Have you ever wondered why the guy or gal you see spending an hour on the treadmill at the gym every day, never seems to look different? Chances are probably good that they are spending an excessive part of their time exercising in a way that promotes the wrong type of metabolism. Any time you are performing physical activity, that activity can be broken down into two types of metabolism. Aerobic metabolism or anaerobic metabolism.
Aerobic metabolism is any form of exercise that is done with oxygen. When you think of running for long periods on the treadmill or stationary bike, or even a 1 hour long Step Class…that’s going to be aerobic in nature. When you are doing this type of work, your body is utilizing oxygen while you go about your moderate intensity workout session.
Points to Know About Aerobic Exercise
- Low to Moderate Intensity levels
- AKA “Endurance Training”
- Utilizes Slow Twitch muscle fibers
- Can be performed for long periods of time, because the cells are able to get plenty of oxygen for as long as they need.

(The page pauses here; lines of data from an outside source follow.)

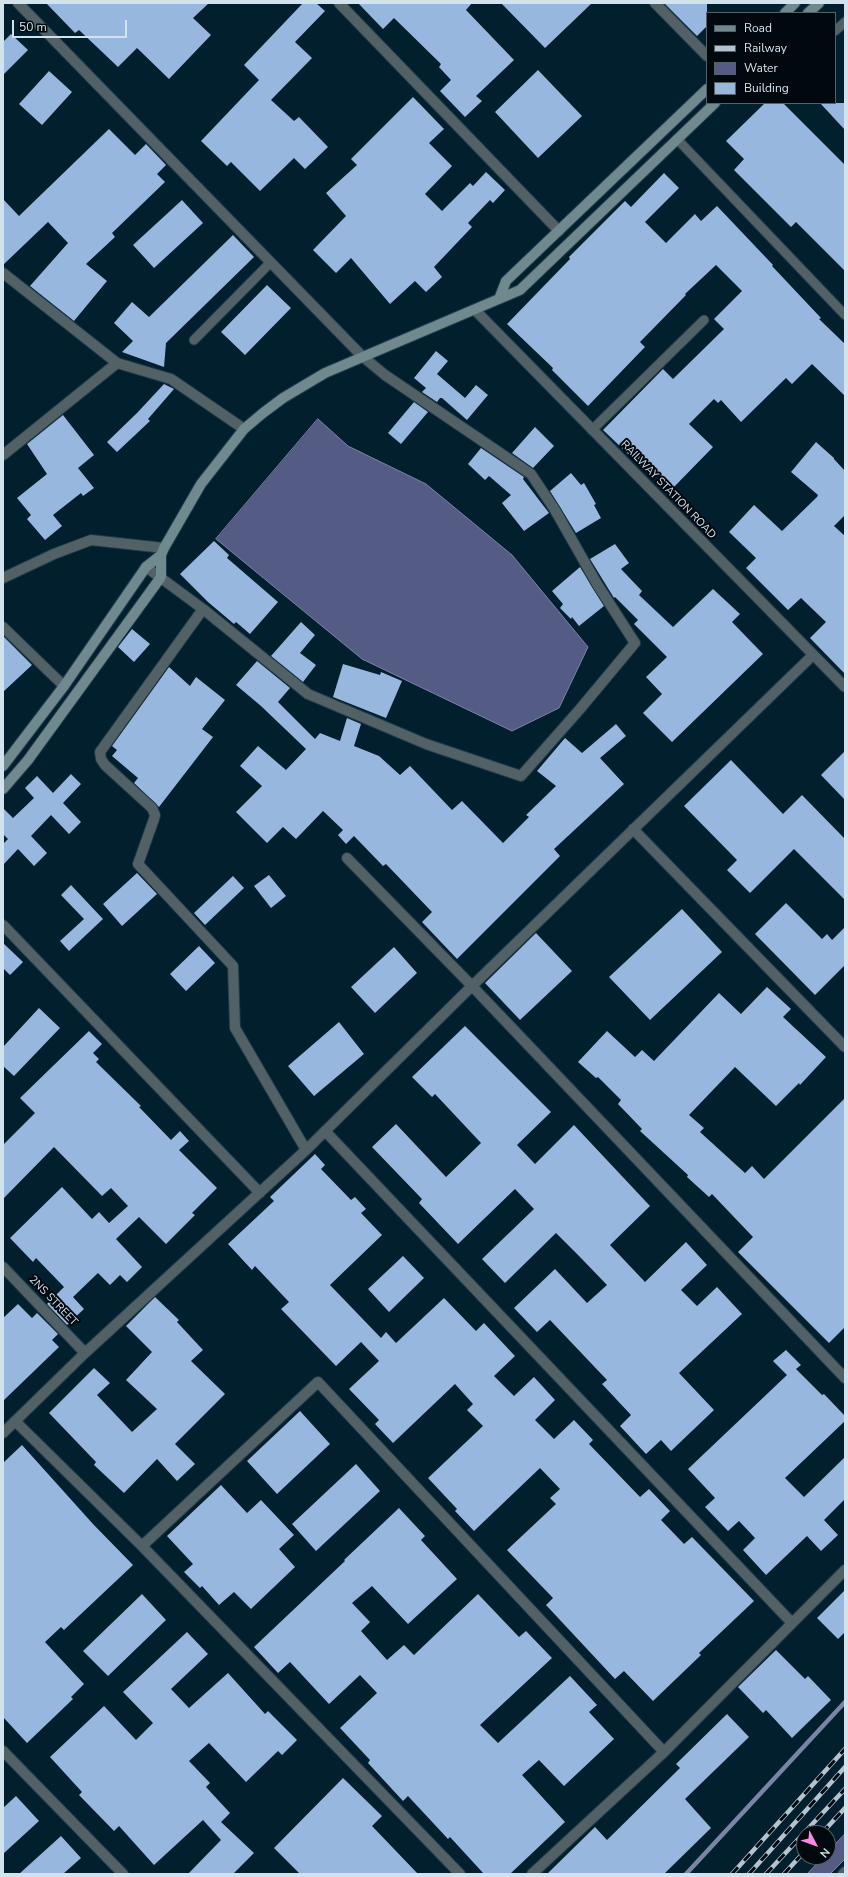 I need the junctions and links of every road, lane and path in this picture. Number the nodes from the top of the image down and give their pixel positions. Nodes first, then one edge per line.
1 (18, 3) edge
2 (339, 3) edge
3 (655, 3) edge
4 (795, 3) edge
5 (819, 3) edge
6 (786, 12) edge
7 (809, 12) edge
8 (845, 22) edge
9 (836, 30) edge
10 (706, 55) edge
11 (706, 90) edge
12 (714, 104) edge
13 (677, 139) junction
14 (559, 231) junction
15 (270, 263) junction
16 (3, 273) edge
17 (499, 298) junction
18 (475, 310) junction
19 (845, 314) edge
20 (704, 320) dead end
21 (194, 340) dead end
22 (362, 356) junction
23 (117, 363) junction
24 (244, 429) junction
25 (592, 430) junction
26 (3, 455) edge
27 (163, 552) junction
28 (146, 567) junction
29 (161, 577) junction
30 (3, 578) edge
31 (203, 609) junction
32 (3, 627) edge
33 (813, 655) junction
34 (64, 686) junction
35 (845, 687) edge
36 (3, 766) edge
37 (3, 789) edge
38 (633, 829) junction
39 (347, 858) dead end
40 (3, 925) edge
41 (472, 986) junction
42 (845, 1047) edge
43 (325, 1131) junction
44 (306, 1150) junction
45 (260, 1193) junction
46 (3, 1267) edge
47 (85, 1353) junction
48 (845, 1378) edge
49 (15, 1421) junction
50 (3, 1432) edge
51 (142, 1546) junction
52 (845, 1570) edge
53 (792, 1623) junction
54 (3, 1751) edge
55 (664, 1752) junction
56 (123, 1874) edge
57 (460, 1874) edge
58 (532, 1874) edge

1 - 15 street
2 - 14 street
3 - 10 street
4 - 6 main road
5 - 7 main road
8 - 9 lane
11 - 14 main road
12 - 13 main road
13 - 17 main road
13 - 19 lane
14 - 17 main road
15 - 21 lane
15 - 22 street
16 - 23 street
17 - 18 main road
18 - 22 main road
18 - 25 street, RAILWAY STATION ROAD
20 - 25 lane
22 - 24 main road
22 - 31 street
23 - 24 street
23 - 26 street
24 - 27 main road
25 - 33 street, RAILWAY STATION ROAD
27 - 28 main road
27 - 29 main road
27 - 30 street
28 - 29 street
28 - 34 main road
29 - 31 street
29 - 37 main road
31 - 44 street
32 - 34 street
33 - 35 street, RAILWAY STATION ROAD
33 - 38 street
34 - 36 main road
38 - 41 street
38 - 42 street
39 - 41 street
40 - 45 street
41 - 43 street
41 - 48 street
43 - 44 street
43 - 53 street
44 - 45 street
45 - 47 street
46 - 47 street, 2NS STREET
47 - 49 street
49 - 50 street
49 - 51 street
51 - 55 street
51 - 57 street
52 - 53 street
53 - 55 street
54 - 56 street
55 - 58 street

- Relies on Fat as a primary fuel source
Aerobic exercise is basically any sort of activity that you can do that lasts longer than a couple of minutes. Walking, jogging, cycling, treadmills, and swimming, are all examples of aerobic exercise. This type of training is great for improving heart function and burning calories.
The second type of exercise is Anaerobic Exercise, which simply means “without oxygen”. This is very intense, short duration exercise that cannot utilize oxygen during the movement.
Points to Know About Anaerobic Exercise
- Very Intense in nature (sprinting, weight lifting)
- Does not utilize Oxygen
- Utilizes the body’s glucose/ATP stores as fuel (does not use fat as fuel)
- Utilizes Fast Twitch muscle fibers (more powerful muscles with less endurance)
- Can create the effect known as EPOC (excess post-exercise oxygen consumption), with will lead to a higher calorie burn for hours following the workout
Basically, if you want to take your fitness to the next level, it’s anaerobic training you should be focusing on. It sucks. It’s hard to do, you’ll sweat more. It will create some discomfort. And that is why most people don’t do it. But, those who do…see great results.
Metabolic Conditioning Training
Metabolic Conditioning Training can best be described as moving from one complex movement to the next with little to no rest in between so to increase the overall metabolic output both during the workout, as well as once the workout has been completed.
Almost all metabolic training programs share two things in common that help practitioners burn more calories during the workout and after.
- They use large complex movements that work multiple muscle groups at once
- They utilize very brief rest periods between sets, which in turn keeps the heart rate elevated.
Those who regularly perform metabolic conditioning training style workouts see increases in fitness levels, cardiovascular and strength endurance, total fat burned (both during workouts and rest), and lean muscle mass.
Metabolic Conditioning Training is simple a more effective way to optimal health for most individuals.
Why Metabolic Conditioning Works
I’m sure you’ve heard the term “Fat-Burning Zone”. You’ve either heard it from a trainer or an online article or video, and they were talking about long form cardio benefits if exercise is maintained at a specific heart rate over an extended period of time. Since we know that slow to moderate cardiovascular workouts exclusively utilize fat stores as fuel…this method is not wrong. But can we do better?
When you do the math (in this case adding up the total number of calories burned), metabolic training always comes out ahead. If you were to run on a treadmill for an hour straight at your “fat-burning zone heart rate”, you may average 4-5 calories burned per minute. Over the course of a 60 minute workout that is a total of 240 to 300 calories.
On the other hand, a person who does 20 minutes of metabolic conditioning (MetCon for short) can expect to burn up to 10 calories per minute. That’s a total of 200 calories in 1/3 of the time! But wait, there’s more!
As I indicated before, one of the best things that Metabolic conditioning has going for it is the fact that you can continue to burn calories long after your workout is finished. This is due to a concept called EPOC, also known as Excess Post Exercise Oxygen Consumption. It is also sometimes referred to as the “Afterburn Effect”.
EPOC refers to the increase in total energy expenditure after a workout has been completed to return the body to homeostasis. This is what workout styles like HIIT (High Intensity Interval Training), Metabolic Resistance Training, etc. are designed to do.
Those who engage in metabolic training on a regular basis experience increases in their overall fitness levels. They have improved strength endurance, and improved cardiovascular fitness levels. They also have increased fat burning rates, as well as accelerated levels of lean muscle mass development.
When it comes to ranking fat loss workouts, metabolic conditioning wins hands down is all categories.